Check each line of the entries. Copy the ones that contain the string "junctions".

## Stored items
##############################

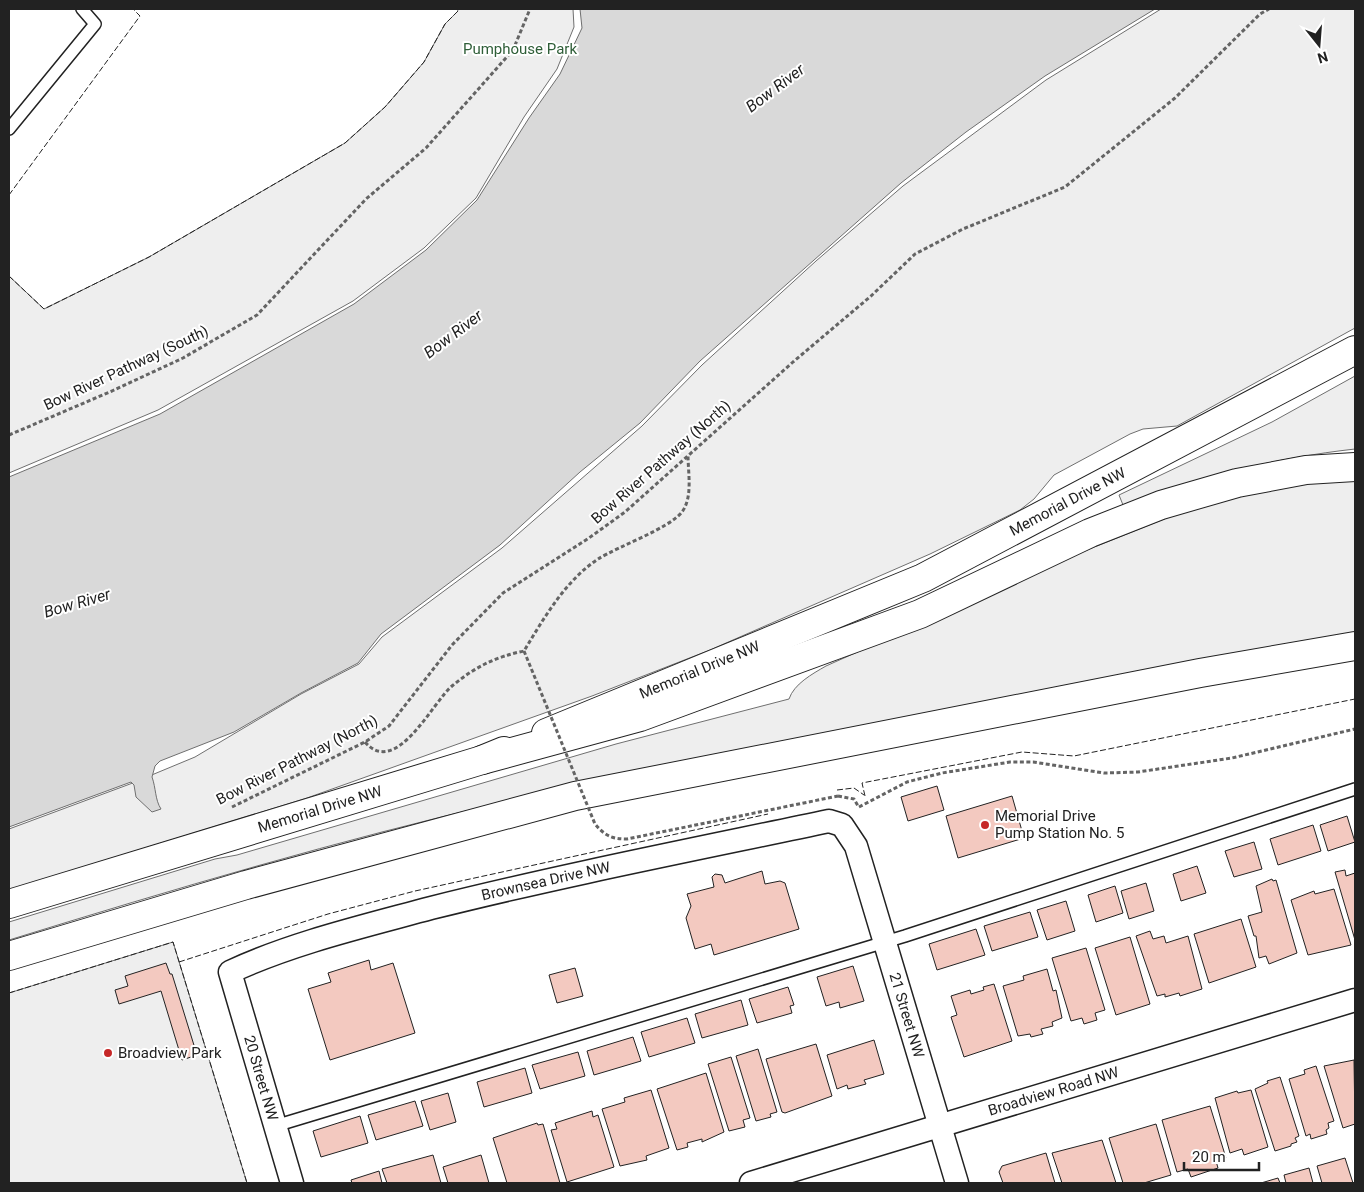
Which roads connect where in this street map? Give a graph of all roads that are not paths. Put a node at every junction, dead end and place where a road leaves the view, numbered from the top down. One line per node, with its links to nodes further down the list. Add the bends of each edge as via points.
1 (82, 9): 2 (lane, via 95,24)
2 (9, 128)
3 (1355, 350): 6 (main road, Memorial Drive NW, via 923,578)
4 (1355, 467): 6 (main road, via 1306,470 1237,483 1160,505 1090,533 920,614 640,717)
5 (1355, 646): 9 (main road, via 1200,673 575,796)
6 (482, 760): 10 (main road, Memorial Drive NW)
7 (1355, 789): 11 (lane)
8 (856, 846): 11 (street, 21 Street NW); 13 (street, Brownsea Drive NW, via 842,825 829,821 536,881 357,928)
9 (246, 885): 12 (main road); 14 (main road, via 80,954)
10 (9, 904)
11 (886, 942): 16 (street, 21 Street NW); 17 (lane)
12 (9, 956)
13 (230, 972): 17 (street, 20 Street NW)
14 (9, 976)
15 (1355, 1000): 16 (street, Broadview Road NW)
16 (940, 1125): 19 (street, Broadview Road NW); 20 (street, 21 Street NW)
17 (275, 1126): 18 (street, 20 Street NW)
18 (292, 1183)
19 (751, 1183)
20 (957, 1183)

##############################

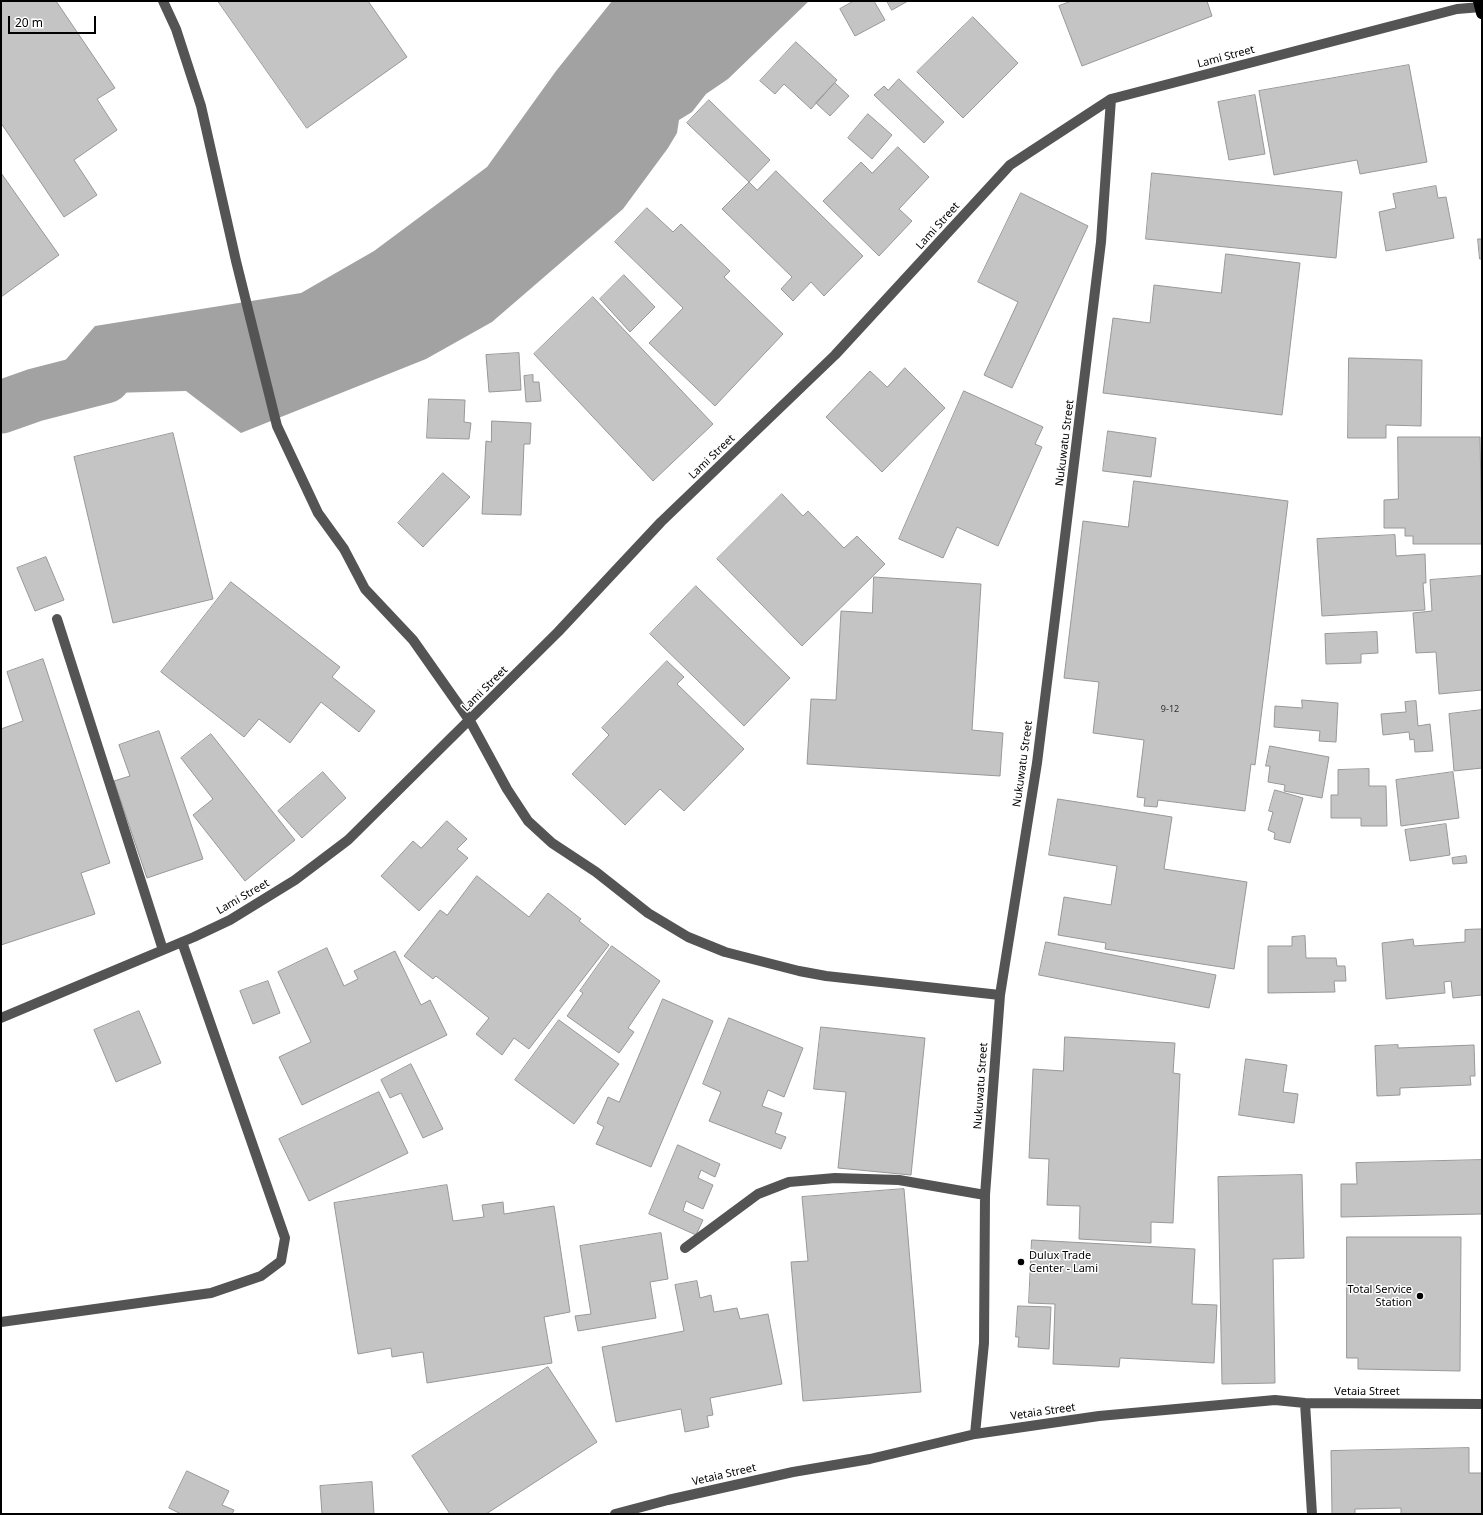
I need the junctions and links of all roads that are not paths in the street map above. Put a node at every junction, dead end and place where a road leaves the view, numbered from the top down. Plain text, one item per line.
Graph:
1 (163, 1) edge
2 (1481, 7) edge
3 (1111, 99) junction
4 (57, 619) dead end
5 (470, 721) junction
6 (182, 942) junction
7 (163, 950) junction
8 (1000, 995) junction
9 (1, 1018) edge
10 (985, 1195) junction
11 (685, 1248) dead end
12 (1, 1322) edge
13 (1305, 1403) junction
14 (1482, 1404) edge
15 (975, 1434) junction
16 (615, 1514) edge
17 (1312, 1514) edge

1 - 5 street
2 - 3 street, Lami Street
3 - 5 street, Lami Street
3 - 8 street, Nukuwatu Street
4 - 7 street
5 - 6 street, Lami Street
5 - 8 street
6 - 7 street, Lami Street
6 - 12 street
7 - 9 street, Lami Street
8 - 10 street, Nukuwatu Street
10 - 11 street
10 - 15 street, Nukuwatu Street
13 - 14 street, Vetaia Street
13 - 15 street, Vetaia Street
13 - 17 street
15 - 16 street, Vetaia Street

##############################

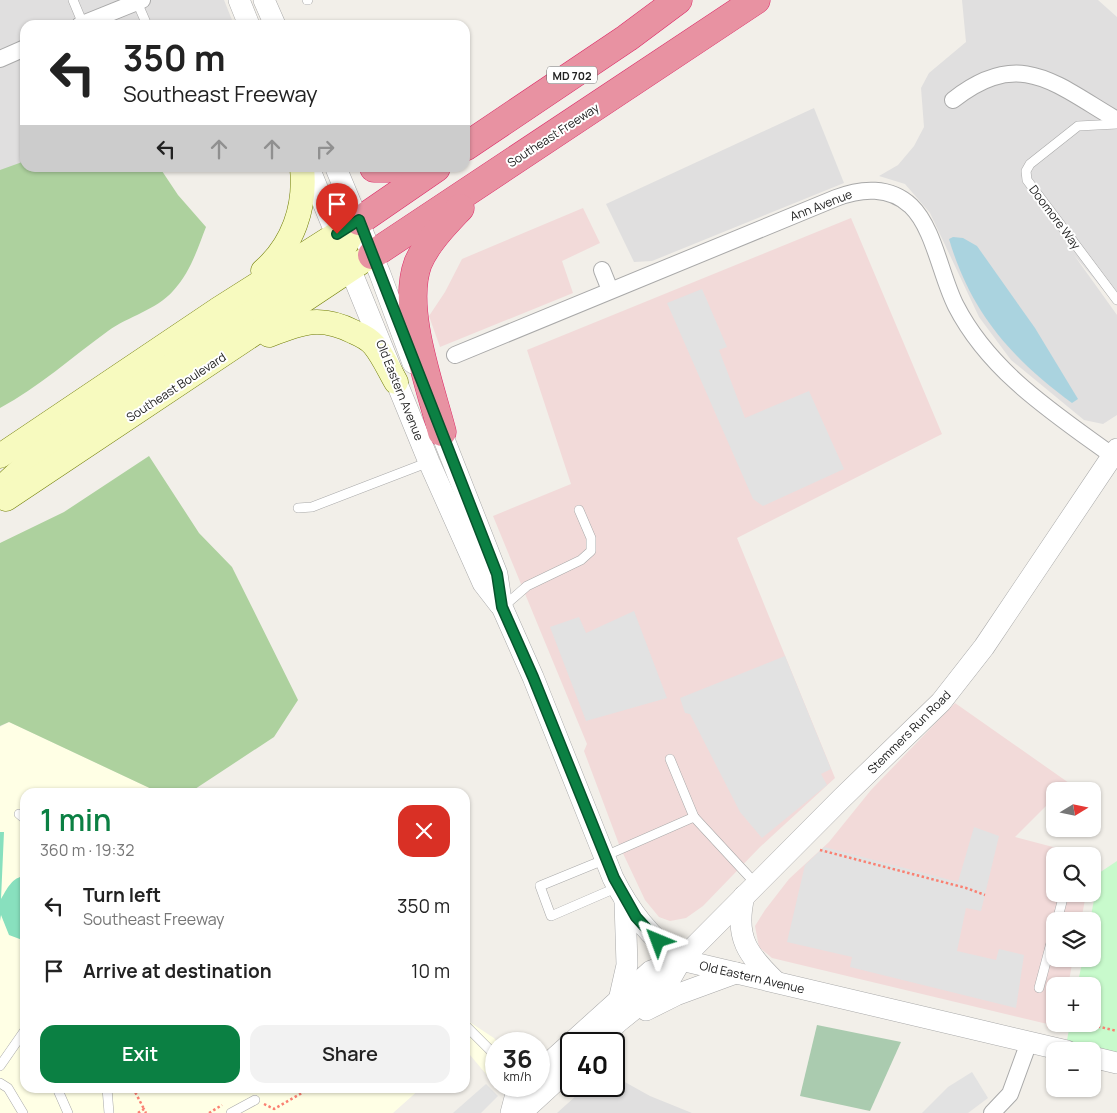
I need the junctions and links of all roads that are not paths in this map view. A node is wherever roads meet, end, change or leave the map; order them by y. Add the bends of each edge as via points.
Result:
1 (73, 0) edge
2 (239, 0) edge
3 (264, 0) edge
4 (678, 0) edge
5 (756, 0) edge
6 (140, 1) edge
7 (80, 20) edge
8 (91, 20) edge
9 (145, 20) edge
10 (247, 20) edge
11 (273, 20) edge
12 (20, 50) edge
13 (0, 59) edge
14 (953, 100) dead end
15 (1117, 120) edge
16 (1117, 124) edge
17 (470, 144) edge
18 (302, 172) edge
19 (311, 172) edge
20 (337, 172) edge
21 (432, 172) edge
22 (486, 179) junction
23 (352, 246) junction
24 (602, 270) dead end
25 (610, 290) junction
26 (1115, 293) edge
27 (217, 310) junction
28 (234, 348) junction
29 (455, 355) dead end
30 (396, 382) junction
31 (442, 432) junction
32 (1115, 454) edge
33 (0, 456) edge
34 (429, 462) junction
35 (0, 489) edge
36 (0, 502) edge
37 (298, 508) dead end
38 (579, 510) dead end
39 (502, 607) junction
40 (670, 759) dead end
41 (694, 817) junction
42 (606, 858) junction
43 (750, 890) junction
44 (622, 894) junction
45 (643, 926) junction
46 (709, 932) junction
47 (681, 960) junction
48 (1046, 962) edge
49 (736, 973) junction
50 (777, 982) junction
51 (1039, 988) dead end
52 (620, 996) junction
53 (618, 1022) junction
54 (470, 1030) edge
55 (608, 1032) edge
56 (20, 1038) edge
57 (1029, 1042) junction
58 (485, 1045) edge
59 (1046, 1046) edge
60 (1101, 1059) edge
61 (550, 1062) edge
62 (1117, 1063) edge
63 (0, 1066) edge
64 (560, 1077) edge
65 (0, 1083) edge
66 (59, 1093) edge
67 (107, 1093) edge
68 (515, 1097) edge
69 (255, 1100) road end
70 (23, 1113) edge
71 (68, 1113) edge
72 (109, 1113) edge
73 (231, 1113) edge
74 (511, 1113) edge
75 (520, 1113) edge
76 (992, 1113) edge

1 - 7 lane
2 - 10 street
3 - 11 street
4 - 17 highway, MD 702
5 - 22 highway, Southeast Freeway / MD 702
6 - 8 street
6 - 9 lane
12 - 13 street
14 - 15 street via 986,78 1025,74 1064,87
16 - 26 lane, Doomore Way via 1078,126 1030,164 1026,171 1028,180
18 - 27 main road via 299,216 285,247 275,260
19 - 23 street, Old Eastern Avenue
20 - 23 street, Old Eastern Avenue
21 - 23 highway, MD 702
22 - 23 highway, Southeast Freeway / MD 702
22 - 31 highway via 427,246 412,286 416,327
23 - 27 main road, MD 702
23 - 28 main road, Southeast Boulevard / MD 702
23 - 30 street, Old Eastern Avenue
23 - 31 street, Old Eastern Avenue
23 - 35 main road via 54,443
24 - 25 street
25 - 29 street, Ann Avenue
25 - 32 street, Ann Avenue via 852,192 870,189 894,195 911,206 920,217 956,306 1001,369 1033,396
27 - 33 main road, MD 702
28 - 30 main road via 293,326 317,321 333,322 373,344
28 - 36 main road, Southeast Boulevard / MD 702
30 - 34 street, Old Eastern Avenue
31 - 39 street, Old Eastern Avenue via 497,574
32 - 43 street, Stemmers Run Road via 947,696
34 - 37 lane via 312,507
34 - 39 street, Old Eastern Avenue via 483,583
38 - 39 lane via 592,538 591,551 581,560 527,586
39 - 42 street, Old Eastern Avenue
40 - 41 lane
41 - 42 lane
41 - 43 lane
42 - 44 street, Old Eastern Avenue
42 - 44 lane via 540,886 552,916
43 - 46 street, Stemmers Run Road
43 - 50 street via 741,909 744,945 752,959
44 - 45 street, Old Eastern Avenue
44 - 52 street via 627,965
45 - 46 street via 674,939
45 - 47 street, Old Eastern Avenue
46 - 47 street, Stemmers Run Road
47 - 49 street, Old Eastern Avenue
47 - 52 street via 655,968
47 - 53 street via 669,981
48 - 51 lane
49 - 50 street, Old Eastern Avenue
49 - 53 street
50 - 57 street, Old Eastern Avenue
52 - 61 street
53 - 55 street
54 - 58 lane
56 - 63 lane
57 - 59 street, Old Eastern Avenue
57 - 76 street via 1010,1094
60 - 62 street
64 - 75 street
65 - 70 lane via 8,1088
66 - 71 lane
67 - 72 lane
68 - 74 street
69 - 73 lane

##############################

## FINAL ANSWER
I need the junctions and links of all roads that are not paths in the street map above. Put a node at every junction, dead end and place where a road leaves the view, numbered from the top down. Plain text, one item per line.
I need the junctions and links of all roads that are not paths in this map view. A node is wherever roads meet, end, change or leave the map; order them by y. Add the bends of each edge as via points.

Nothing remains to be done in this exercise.